Substituting glutamic acid for Thr231 or Ser235 produces electrophoretically slower isomers of pAP. Cells were transfected to express pAP mutation T231E, S235E, or T231E/S235E. Four days later, the cells were harvested into 4× protein sample buffer at 70°C and subjected to SDS-PAGE, followed by Western immunoassay with anti-N1 and phosphorimaging, as described in Materials and Methods. Shown here is a phosphorimage of the resulting Immobilon membrane. ◊, position of T231E/S235E mutant isoform, as distinct from pAP**.

FIG. 12.

Phosphorylation mutants show stronger interactions with self, but weaker interactions with MCP. Yeast GAL4 two-hybrid assays were done as described in Materials and Methods and Results to test the interaction of pAP phosphorylation mutants with themselves, wild-type pAP, and MCP. Data shown are averages ± standard errors (as described in Materials and Methods) from three separate experiments testing self-interaction (A) and three experiments testing interaction with MCP (B).
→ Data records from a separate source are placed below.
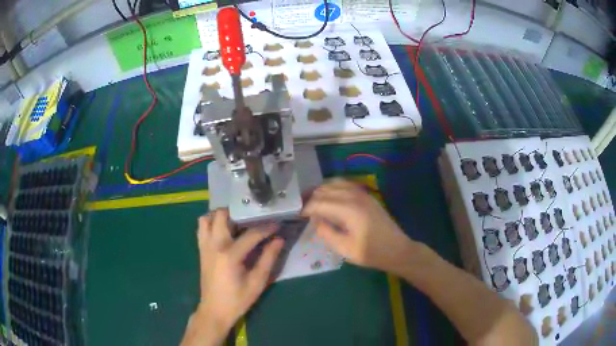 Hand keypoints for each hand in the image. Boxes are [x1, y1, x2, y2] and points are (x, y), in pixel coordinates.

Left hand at [181, 209, 283, 345]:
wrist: (215, 310)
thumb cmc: (238, 299)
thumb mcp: (257, 282)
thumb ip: (268, 259)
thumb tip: (279, 240)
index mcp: (230, 255)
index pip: (250, 234)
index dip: (266, 228)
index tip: (277, 223)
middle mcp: (214, 245)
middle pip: (221, 215)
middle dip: (238, 212)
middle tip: (252, 217)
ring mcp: (204, 247)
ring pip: (206, 219)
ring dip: (220, 216)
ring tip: (236, 221)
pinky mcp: (201, 250)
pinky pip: (202, 229)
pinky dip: (211, 224)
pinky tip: (224, 232)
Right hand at [302, 180, 413, 275]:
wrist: (397, 250)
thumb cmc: (370, 253)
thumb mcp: (345, 249)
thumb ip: (326, 233)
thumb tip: (315, 221)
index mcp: (348, 209)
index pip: (319, 202)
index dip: (306, 208)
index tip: (298, 216)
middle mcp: (354, 196)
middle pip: (326, 189)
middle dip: (311, 197)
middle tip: (302, 209)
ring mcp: (362, 194)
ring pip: (335, 183)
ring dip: (322, 191)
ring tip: (313, 203)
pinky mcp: (367, 196)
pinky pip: (345, 185)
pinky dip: (333, 188)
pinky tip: (330, 198) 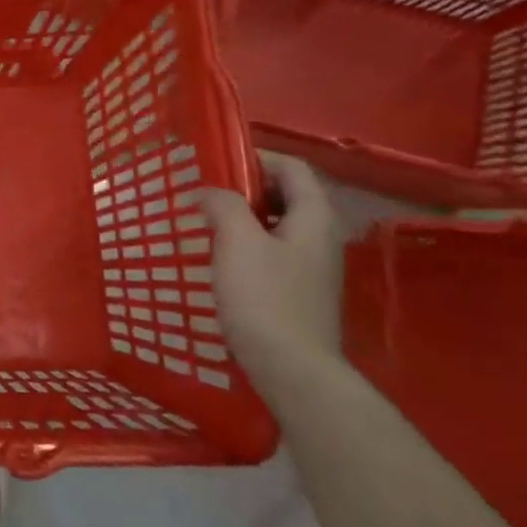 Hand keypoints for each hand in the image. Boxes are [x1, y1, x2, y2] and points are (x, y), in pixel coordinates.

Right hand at [199, 152, 345, 400]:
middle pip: (286, 195)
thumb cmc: (265, 298)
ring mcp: (312, 267)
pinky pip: (272, 251)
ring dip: (243, 217)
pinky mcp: (298, 291)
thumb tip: (209, 192)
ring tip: (206, 222)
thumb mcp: (237, 242)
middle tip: (206, 192)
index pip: (292, 168)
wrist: (292, 369)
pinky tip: (220, 259)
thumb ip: (224, 205)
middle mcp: (320, 237)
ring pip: (277, 225)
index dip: (256, 157)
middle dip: (246, 188)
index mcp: (313, 218)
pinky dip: (246, 244)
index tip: (216, 163) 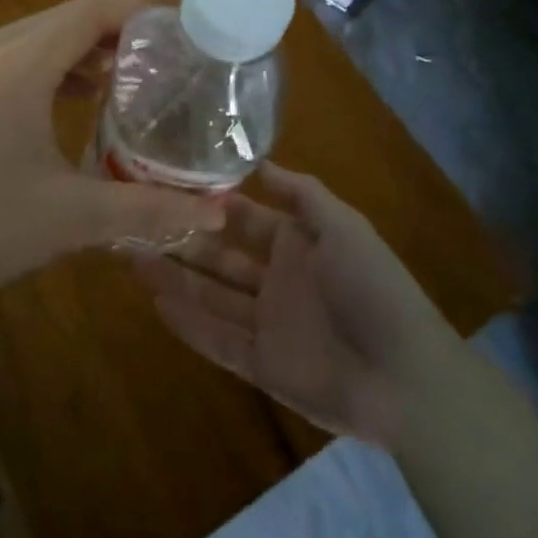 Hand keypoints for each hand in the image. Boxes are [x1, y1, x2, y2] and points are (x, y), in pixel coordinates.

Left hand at [0, 0, 226, 320]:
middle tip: (167, 58)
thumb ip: (149, 210)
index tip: (180, 29)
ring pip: (40, 37)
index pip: (88, 12)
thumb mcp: (71, 218)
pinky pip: (17, 56)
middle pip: (65, 18)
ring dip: (84, 50)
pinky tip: (80, 101)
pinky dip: (55, 66)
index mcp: (16, 64)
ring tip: (132, 79)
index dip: (137, 12)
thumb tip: (218, 216)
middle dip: (117, 31)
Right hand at [135, 165, 450, 445]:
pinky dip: (187, 323)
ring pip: (209, 296)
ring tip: (130, 255)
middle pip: (218, 256)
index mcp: (294, 243)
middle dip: (180, 239)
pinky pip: (216, 340)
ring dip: (174, 278)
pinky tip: (154, 302)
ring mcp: (266, 323)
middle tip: (134, 221)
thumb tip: (258, 161)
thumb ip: (300, 193)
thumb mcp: (343, 226)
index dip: (207, 203)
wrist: (406, 377)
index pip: (241, 217)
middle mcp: (274, 279)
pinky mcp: (261, 365)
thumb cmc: (373, 287)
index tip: (166, 183) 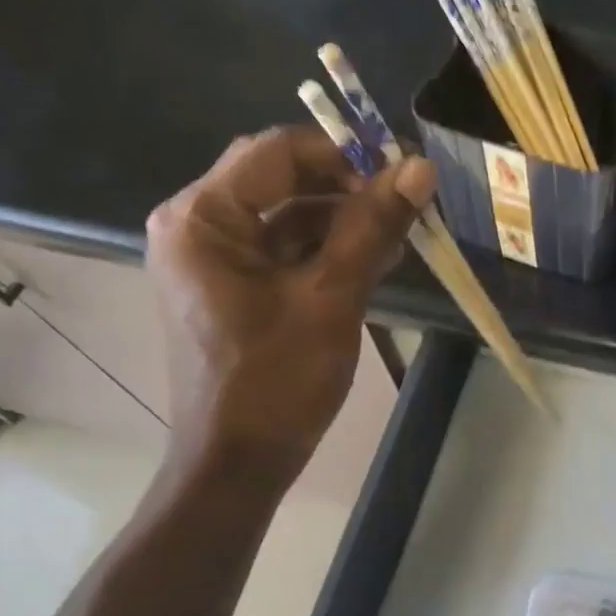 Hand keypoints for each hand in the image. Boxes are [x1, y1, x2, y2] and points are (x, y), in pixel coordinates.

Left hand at [145, 126, 434, 482]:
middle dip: (346, 188)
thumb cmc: (276, 382)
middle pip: (280, 180)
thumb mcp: (331, 298)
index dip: (343, 153)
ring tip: (401, 236)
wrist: (237, 464)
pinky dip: (325, 253)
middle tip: (406, 201)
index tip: (401, 170)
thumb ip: (372, 227)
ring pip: (286, 217)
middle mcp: (196, 227)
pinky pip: (281, 252)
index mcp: (203, 218)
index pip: (277, 151)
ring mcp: (211, 261)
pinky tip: (374, 262)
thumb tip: (419, 167)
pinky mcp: (230, 289)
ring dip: (342, 222)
Self interactions were between heterologous pairs, i.e., wild-type (Wt) pAP with mutant pAP, where lighter results indicate the left-hand bar for each mutant, or between homologous pairs, where darker areas indicate the right-hand bar for each protein. Wild-type pAP had no heterologous pair (A); the values for T231A/S235A versus MCP (B) were derived from two, rather than three, separate experiments. *, β-Galactosidase acitivity was calculated in Miller units (A₄₂₀ × 1,000)/(min × 0.1 × concentration factor × optical density at 600 nm) (35).

FIG. 13.

Model showing the location of Thr231 and Ser235 within the pAP sequence containing consensus GSK-3 (light gray; includes GSK-3 priming phosphate) and MAP kinase (darker gray) phosphorylation sites.